Harvey also lists some of the benefits of machine learning:


  • Speed — “Humans can create the models, input the data and run the calculations necessary for predictive analytics on their own. However, humans — or humans using software without AI capabilities — might need days, weeks or months to accomplish tasks that machine learning tools can complete in just seconds, minutes or hours.”
  • Accuracy — “That speed allows machine learning systems to utilize a larger volume of data and a larger number of models than humans ever could. As a result, AI systems are much better than people at some tasks, such as predictive analytics. However, in other areas, such as voice recognition or image recognition, computer systems still haven’t achieved the same level of accuracy as human beings.”
  • Efficiency and cost savings — “Machine learning software isn’t cheap; in fact, in some cases it can be very expensive. However, it is often far more affordable to use software to automate a chore than to hire dozens or hundreds of people to complete the same task.”


By now it should be obvious that machine learning is not a passing fad despite the fact Gartner put machine learning at the peak of its most recent Hype Cycle for Emerging Technology. Harvey reports, Gartner “predicted that by 2020, artificial intelligence technologies, including machine learning ‘will be virtually pervasive in almost every new software product and service.’ According to IDC, organizations [spent] $12.5 billion on AI systems in 2017. That’s a huge 59.3 percent increase over 2016 levels, and the analysts say that spending will continue to grow at more than 50 percent per year through 2020.” Those should be reasons enough for your company executives to learn all they can about machine learning.

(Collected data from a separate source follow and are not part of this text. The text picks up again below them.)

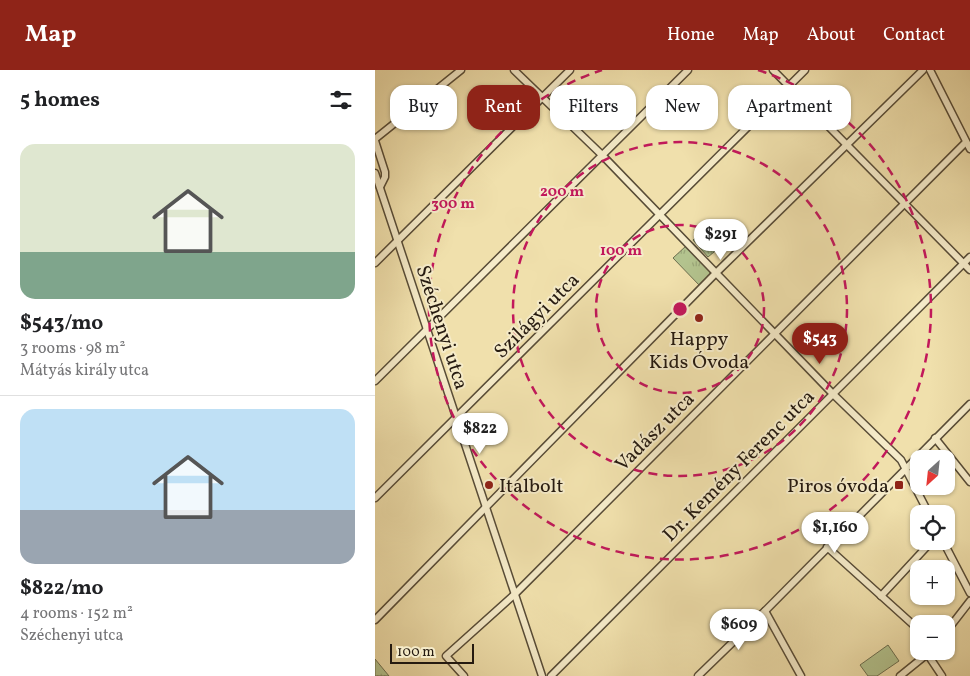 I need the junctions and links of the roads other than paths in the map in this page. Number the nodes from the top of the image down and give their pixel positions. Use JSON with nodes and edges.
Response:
{"nodes":[{"id":1,"x":461,"y":70,"type":"edge"},
{"id":2,"x":514,"y":70,"type":"edge"},
{"id":3,"x":570,"y":70,"type":"edge"},
{"id":4,"x":688,"y":70,"type":"edge"},
{"id":5,"x":773,"y":70,"type":"edge"},
{"id":6,"x":805,"y":70,"type":"edge"},
{"id":7,"x":923,"y":70,"type":"edge"},
{"id":8,"x":930,"y":70,"type":"edge"},
{"id":9,"x":788,"y":85,"type":"edge"},
{"id":10,"x":790,"y":85,"type":"edge"},
{"id":11,"x":542,"y":98,"type":"junction"},
{"id":12,"x":745,"y":130,"type":"edge"},
{"id":13,"x":833,"y":130,"type":"edge"},
{"id":14,"x":967,"y":139,"type":"edge"},
{"id":15,"x":375,"y":140,"type":"edge"},
{"id":16,"x":847,"y":144,"type":"junction"},
{"id":17,"x":970,"y":149,"type":"edge"},
{"id":18,"x":602,"y":155,"type":"junction"},
{"id":19,"x":375,"y":173,"type":"edge"},
{"id":20,"x":380,"y":187,"type":"junction"},
{"id":21,"x":905,"y":203,"type":"junction"},
{"id":22,"x":660,"y":215,"type":"junction"},
{"id":23,"x":397,"y":241,"type":"junction"},
{"id":24,"x":970,"y":257,"type":"edge"},
{"id":25,"x":375,"y":263,"type":"edge"},
{"id":26,"x":963,"y":263,"type":"junction"},
{"id":27,"x":970,"y":270,"type":"edge"},
{"id":28,"x":717,"y":272,"type":"junction"},
{"id":29,"x":427,"y":329,"type":"junction"},
{"id":30,"x":775,"y":334,"type":"junction"},
{"id":31,"x":375,"y":381,"type":"edge"},
{"id":32,"x":833,"y":394,"type":"junction"},
{"id":33,"x":970,"y":404,"type":"edge"},
{"id":34,"x":456,"y":417,"type":"junction"},
{"id":35,"x":935,"y":438,"type":"junction"},
{"id":36,"x":905,"y":468,"type":"junction"},
{"id":37,"x":970,"y":482,"type":"edge"},
{"id":38,"x":375,"y":498,"type":"edge"},
{"id":39,"x":924,"y":505,"type":"edge"},
{"id":40,"x":485,"y":506,"type":"junction"},
{"id":41,"x":827,"y":547,"type":"junction"},
{"id":42,"x":924,"y":550,"type":"edge"},
{"id":43,"x":948,"y":550,"type":"edge"},
{"id":44,"x":970,"y":593,"type":"edge"},
{"id":45,"x":515,"y":594,"type":"junction"},
{"id":46,"x":881,"y":596,"type":"junction"},
{"id":47,"x":970,"y":601,"type":"edge"},
{"id":48,"x":765,"y":611,"type":"junction"},
{"id":49,"x":375,"y":620,"type":"edge"},
{"id":50,"x":955,"y":620,"type":"edge"},
{"id":51,"x":910,"y":622,"type":"edge"},
{"id":52,"x":920,"y":660,"type":"edge"},
{"id":53,"x":933,"y":660,"type":"edge"},
{"id":54,"x":464,"y":676,"type":"edge"},
{"id":55,"x":542,"y":676,"type":"edge"},
{"id":56,"x":551,"y":676,"type":"edge"},
{"id":57,"x":697,"y":676,"type":"edge"},
{"id":58,"x":801,"y":676,"type":"edge"},
{"id":59,"x":900,"y":676,"type":"edge"},
{"id":60,"x":942,"y":676,"type":"edge"}],
"edges":[{"from":1,"to":15,"type":"street"},
{"from":2,"to":11,"type":"street"},
{"from":3,"to":11,"type":"street"},
{"from":4,"to":18,"type":"street"},
{"from":5,"to":9,"type":"street"},
{"from":6,"to":10,"type":"street","name":"Szilágyi utca"},
{"from":7,"to":16,"type":"street"},
{"from":8,"to":14,"type":"street"},
{"from":11,"to":18,"type":"street"},
{"from":11,"to":23,"type":"street"},
{"from":12,"to":22,"type":"street","name":"Szilágyi utca"},
{"from":13,"to":16,"type":"street"},
{"from":14,"to":17,"type":"street"},
{"from":14,"to":21,"type":"street","name":"Vadász utca"},
{"from":15,"to":20,"type":"street","name":"Széchenyi utca"},
{"from":16,"to":21,"type":"street"},
{"from":16,"to":28,"type":"street"},
{"from":18,"to":22,"type":"street"},
{"from":18,"to":29,"type":"street"},
{"from":19,"to":20,"type":"street","name":"Széchenyi utca"},
{"from":20,"to":23,"type":"street","name":"Széchenyi utca"},
{"from":21,"to":26,"type":"street"},
{"from":21,"to":30,"type":"street","name":"Vadász utca"},
{"from":22,"to":28,"type":"street"},
{"from":22,"to":34,"type":"street","name":"Szilágyi utca"},
{"from":23,"to":25,"type":"street"},
{"from":23,"to":29,"type":"street","name":"Széchenyi utca"},
{"from":24,"to":26,"type":"street","name":"Dr. Kemény Ferenc utca"},
{"from":26,"to":27,"type":"street"},
{"from":26,"to":32,"type":"street","name":"Dr. Kemény Ferenc utca"},
{"from":28,"to":30,"type":"street"},
{"from":28,"to":40,"type":"street"},
{"from":29,"to":31,"type":"street"},
{"from":29,"to":34,"type":"street","name":"Széchenyi utca"},
{"from":30,"to":32,"type":"street"},
{"from":30,"to":45,"type":"street","name":"Vadász utca"},
{"from":32,"to":36,"type":"street"},
{"from":32,"to":56,"type":"street","name":"Dr. Kemény Ferenc utca"},
{"from":33,"to":35,"type":"street"},
{"from":34,"to":38,"type":"street","name":"Szilágyi utca"},
{"from":34,"to":40,"type":"street","name":"Széchenyi utca"},
{"from":35,"to":36,"type":"street"},
{"from":35,"to":37,"type":"street"},
{"from":36,"to":39,"type":"street"},
{"from":36,"to":41,"type":"street"},
{"from":40,"to":45,"type":"street","name":"Széchenyi utca"},
{"from":40,"to":49,"type":"street"},
{"from":41,"to":46,"type":"street"},
{"from":41,"to":48,"type":"street"},
{"from":42,"to":46,"type":"street"},
{"from":43,"to":44,"type":"street"},
{"from":45,"to":54,"type":"street","name":"Vadász utca"},
{"from":45,"to":55,"type":"street","name":"Széchenyi utca"},
{"from":46,"to":51,"type":"street"},
{"from":47,"to":50,"type":"street"},
{"from":48,"to":57,"type":"street"},
{"from":48,"to":58,"type":"street"},
{"from":52,"to":59,"type":"street"},
{"from":53,"to":60,"type":"street"}]} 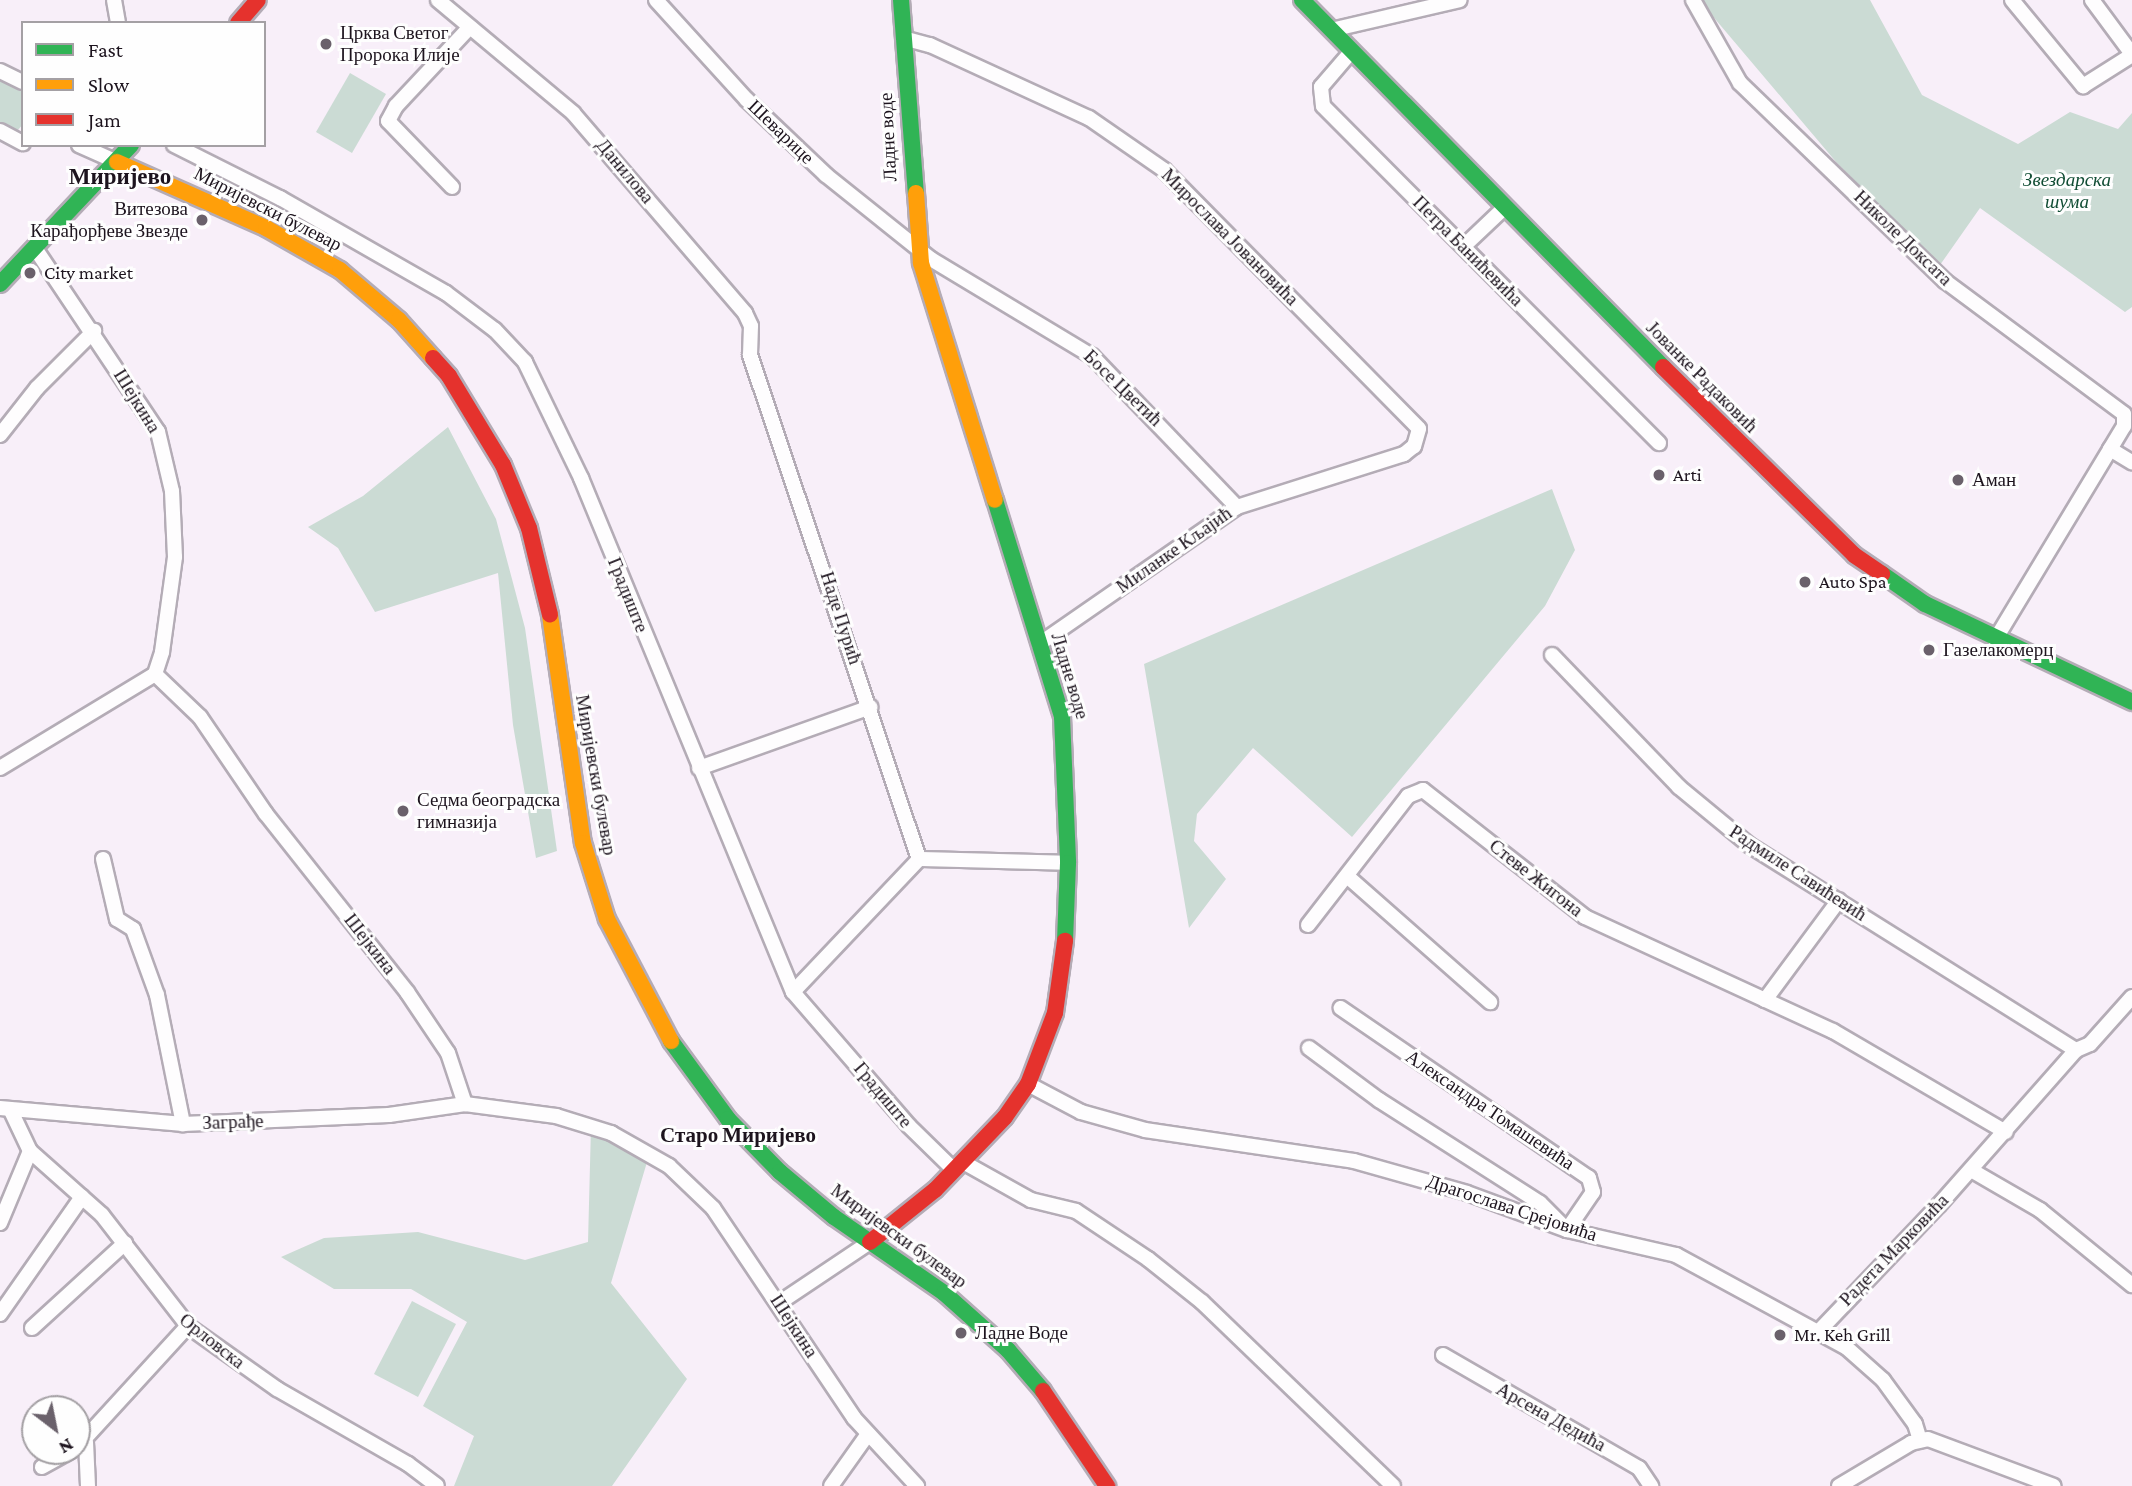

[1] Erika Morphy, “How to Differentiate Machine Learning From Dressed-up BI,” CMS Wire, 2 January 2018.
[2] Marykate Jasper, “How Do Machines Learn?The Mary Sue, 31 December 2017.
[3] Cynthia Harvey, “What is Machine Learning?Datamation, 3 January 2018.
[4] Eric Knorr, “Making sense of machine learning,” InfoWorld, 6 March 2017.
[5] Paramita Ghosh, “Is Machine Learning Ready to Take on Artificial Intelligence?” Dataversity, 9 February 2017.
[6] Eric Blattberg, “Cognitive computing is smashing our conception of ‘ground truth,” Venture Beat, 20 March 2014.